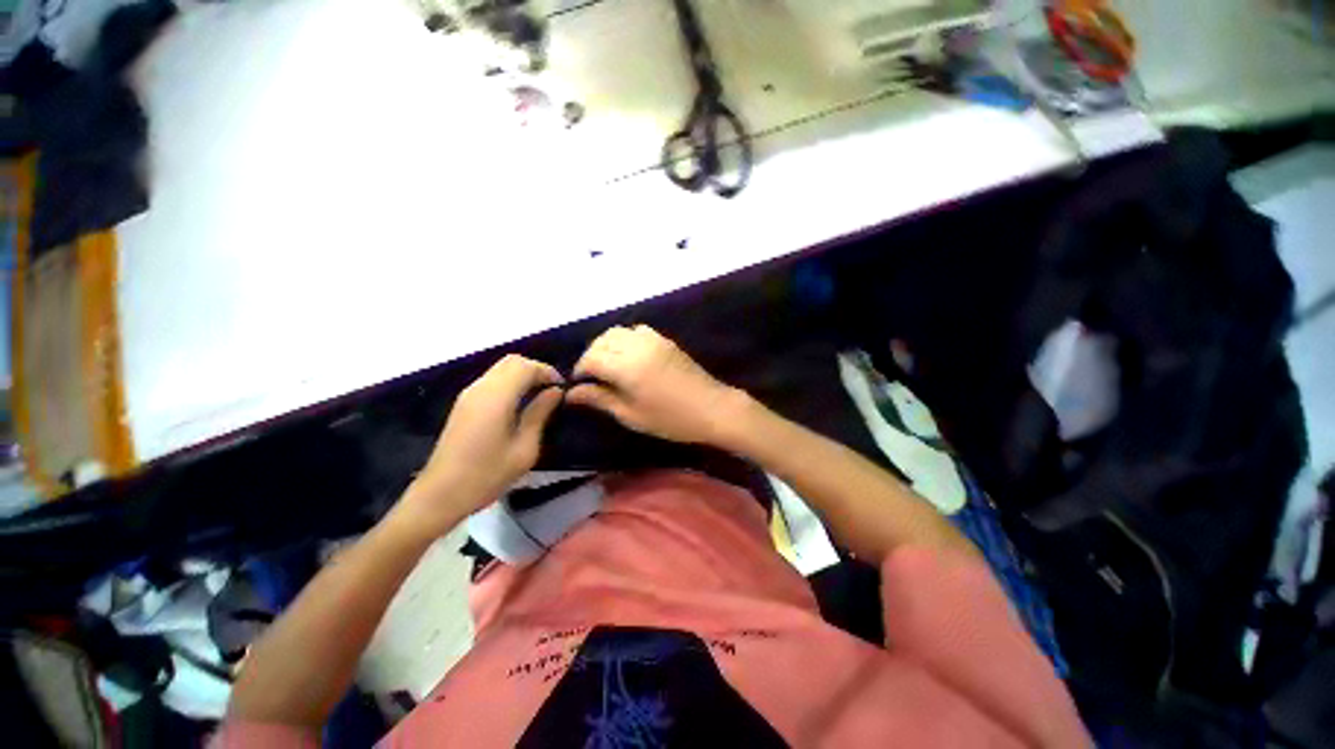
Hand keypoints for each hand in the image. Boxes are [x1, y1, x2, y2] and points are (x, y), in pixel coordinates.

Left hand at [397, 355, 563, 536]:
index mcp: (496, 397)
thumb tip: (555, 392)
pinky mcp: (464, 404)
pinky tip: (521, 403)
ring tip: (541, 395)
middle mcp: (480, 388)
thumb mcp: (524, 448)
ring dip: (523, 375)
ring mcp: (469, 394)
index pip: (525, 366)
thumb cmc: (487, 475)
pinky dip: (511, 382)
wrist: (440, 495)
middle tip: (553, 389)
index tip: (563, 387)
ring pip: (501, 368)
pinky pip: (492, 380)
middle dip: (536, 369)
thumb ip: (540, 414)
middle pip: (512, 361)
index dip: (547, 371)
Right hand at [566, 325, 741, 444]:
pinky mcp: (665, 340)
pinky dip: (625, 339)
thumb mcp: (631, 415)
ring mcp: (653, 339)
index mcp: (626, 367)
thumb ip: (600, 399)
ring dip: (606, 345)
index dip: (580, 370)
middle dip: (591, 356)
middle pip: (602, 341)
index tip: (579, 385)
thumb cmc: (670, 419)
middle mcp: (636, 346)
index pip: (591, 359)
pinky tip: (629, 356)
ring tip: (608, 366)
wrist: (712, 408)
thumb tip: (571, 394)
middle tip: (591, 377)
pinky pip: (636, 331)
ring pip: (618, 332)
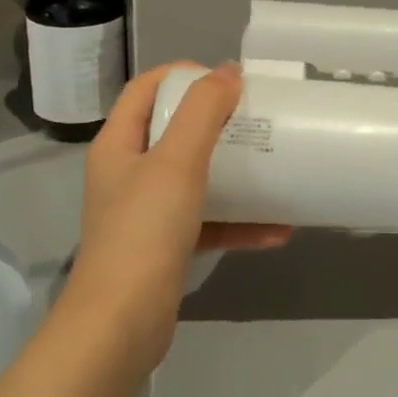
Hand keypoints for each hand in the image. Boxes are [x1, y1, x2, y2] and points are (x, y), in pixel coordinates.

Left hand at [60, 63, 290, 373]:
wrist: (121, 326)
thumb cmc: (145, 231)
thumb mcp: (176, 161)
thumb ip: (202, 111)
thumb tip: (228, 70)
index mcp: (119, 144)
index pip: (146, 88)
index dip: (185, 75)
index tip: (229, 80)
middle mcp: (128, 173)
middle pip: (173, 130)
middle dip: (217, 121)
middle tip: (258, 118)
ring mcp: (146, 213)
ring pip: (194, 177)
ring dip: (234, 172)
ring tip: (275, 166)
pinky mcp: (166, 247)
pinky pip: (208, 222)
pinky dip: (239, 222)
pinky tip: (279, 229)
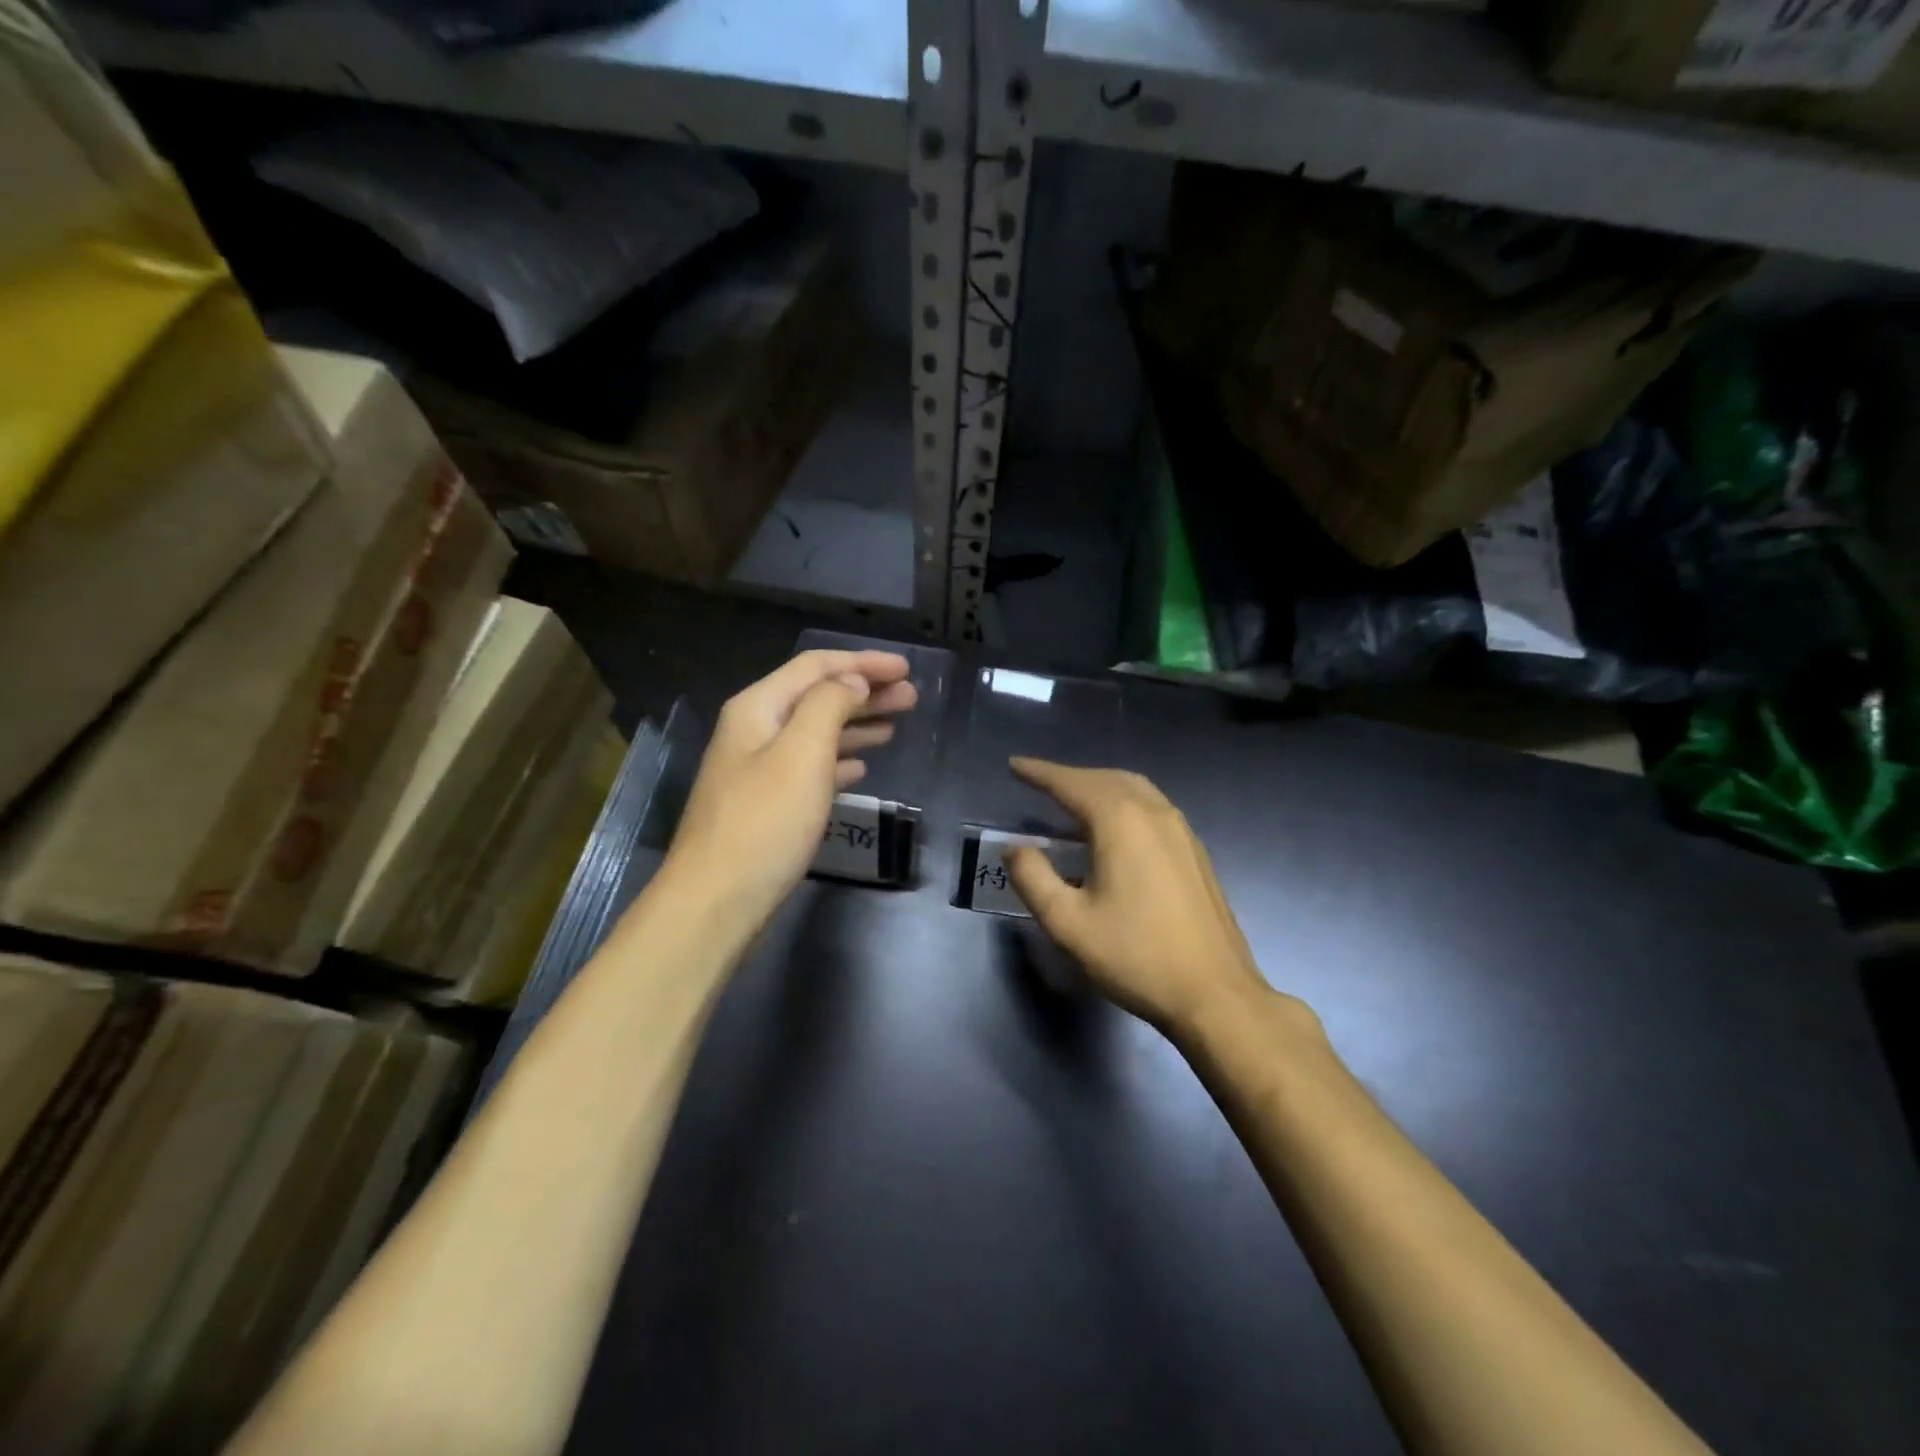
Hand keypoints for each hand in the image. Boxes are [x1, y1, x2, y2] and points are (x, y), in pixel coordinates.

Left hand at [665, 649, 917, 926]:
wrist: (717, 900)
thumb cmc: (765, 822)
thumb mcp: (801, 754)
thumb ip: (829, 706)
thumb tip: (852, 680)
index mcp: (757, 708)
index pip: (815, 667)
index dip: (862, 663)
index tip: (906, 668)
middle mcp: (755, 731)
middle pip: (816, 697)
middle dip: (865, 692)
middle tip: (912, 697)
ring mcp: (758, 769)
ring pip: (816, 733)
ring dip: (856, 724)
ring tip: (896, 725)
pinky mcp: (767, 804)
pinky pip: (810, 768)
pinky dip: (838, 761)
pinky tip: (860, 768)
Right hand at [1006, 759, 1278, 1036]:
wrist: (1215, 994)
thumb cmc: (1135, 956)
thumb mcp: (1068, 923)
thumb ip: (1033, 878)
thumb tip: (1016, 848)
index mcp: (1121, 821)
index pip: (1071, 784)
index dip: (1039, 773)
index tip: (1014, 765)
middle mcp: (1154, 813)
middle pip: (1105, 778)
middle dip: (1069, 776)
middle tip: (1038, 782)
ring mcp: (1181, 830)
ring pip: (1134, 789)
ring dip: (1098, 786)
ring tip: (1071, 800)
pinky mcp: (1194, 851)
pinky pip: (1152, 808)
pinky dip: (1122, 803)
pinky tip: (1113, 830)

★ ★ ★ ★

■ **EXERCISE INSTRUCTIONS**:
Pictures excluded, repeat the material above from its first line through the line containing "pinky tip: (860, 768)", both included.

■ **ANSWER SECTION**:
Hand keypoints for each hand in the image. Boxes are [x1, y1, x2, y2] and points are (x, y), in pixel coordinates.

Left hand at [397, 355, 563, 536]:
index mcp: (496, 397)
thumb tip: (555, 392)
pinky mcp: (464, 404)
pinky tip: (521, 403)
ring tip: (541, 395)
middle mcp: (480, 388)
thumb mcp: (524, 448)
ring dip: (523, 375)
ring mcp: (469, 394)
index pip: (525, 366)
thumb cmc: (487, 475)
pinky dip: (511, 382)
wrist: (440, 495)
middle tip: (553, 389)
index tip: (563, 387)
ring pip: (501, 368)
pinky pip: (492, 380)
middle dip: (536, 369)
thumb ip: (540, 414)
middle pip: (512, 361)
index dip: (547, 371)
Right hand at [566, 325, 741, 444]:
pinky mcp: (665, 340)
pinky dip: (625, 339)
thumb mcp: (631, 415)
ring mcp: (653, 339)
index mcp: (626, 367)
thumb ip: (600, 399)
ring dip: (606, 345)
index dip: (580, 370)
middle dip: (591, 356)
middle pip: (602, 341)
index tip: (579, 385)
thumb cmc: (670, 419)
middle mcp: (636, 346)
index pip: (591, 359)
pinky tip: (629, 356)
ring tip: (608, 366)
wrist: (712, 408)
thumb tip: (571, 394)
middle tip: (591, 377)
pinky pip: (636, 331)
ring pip: (618, 332)
Hand keypoints for each hand in the image. Boxes are [x1, y1, x2, y2] and points are (x, y), in pixel coordinates.

Left hand at [60, 63, 290, 373]:
wrist: (121, 326)
thumb cmc: (145, 231)
thumb mcp: (176, 161)
thumb ip: (202, 111)
thumb tip: (228, 70)
index mcp: (119, 144)
index pip: (146, 88)
index dip: (185, 75)
index tip: (229, 80)
middle mcp: (128, 173)
middle pip: (173, 130)
middle dip: (217, 121)
middle tip: (258, 118)
ring mcp: (146, 213)
ring pip: (194, 177)
ring dip: (234, 172)
ring tip: (275, 166)
pinky mcp: (166, 247)
pinky pip: (208, 222)
pinky dip: (239, 222)
pinky tip: (279, 229)
Hand keypoints for each hand in the image. Boxes are [x1, y1, x2, y2] and points are (x, y), in pixel coordinates.

Left hand at [665, 649, 917, 926]:
wrist: (717, 900)
thumb cmc: (765, 822)
thumb mcp: (801, 754)
thumb ip: (829, 706)
thumb tip: (852, 680)
index mcp: (757, 708)
index pip: (815, 667)
index dip: (862, 663)
index tip: (906, 668)
middle mcp: (755, 731)
middle pip: (816, 697)
middle dip: (865, 692)
middle tip: (912, 697)
ring mcp: (758, 769)
ring pip: (816, 733)
ring dip: (856, 724)
ring tip: (896, 725)
pinky mcp: (767, 804)
pinky pip: (810, 768)
pinky dip: (838, 761)
pinky tip: (860, 768)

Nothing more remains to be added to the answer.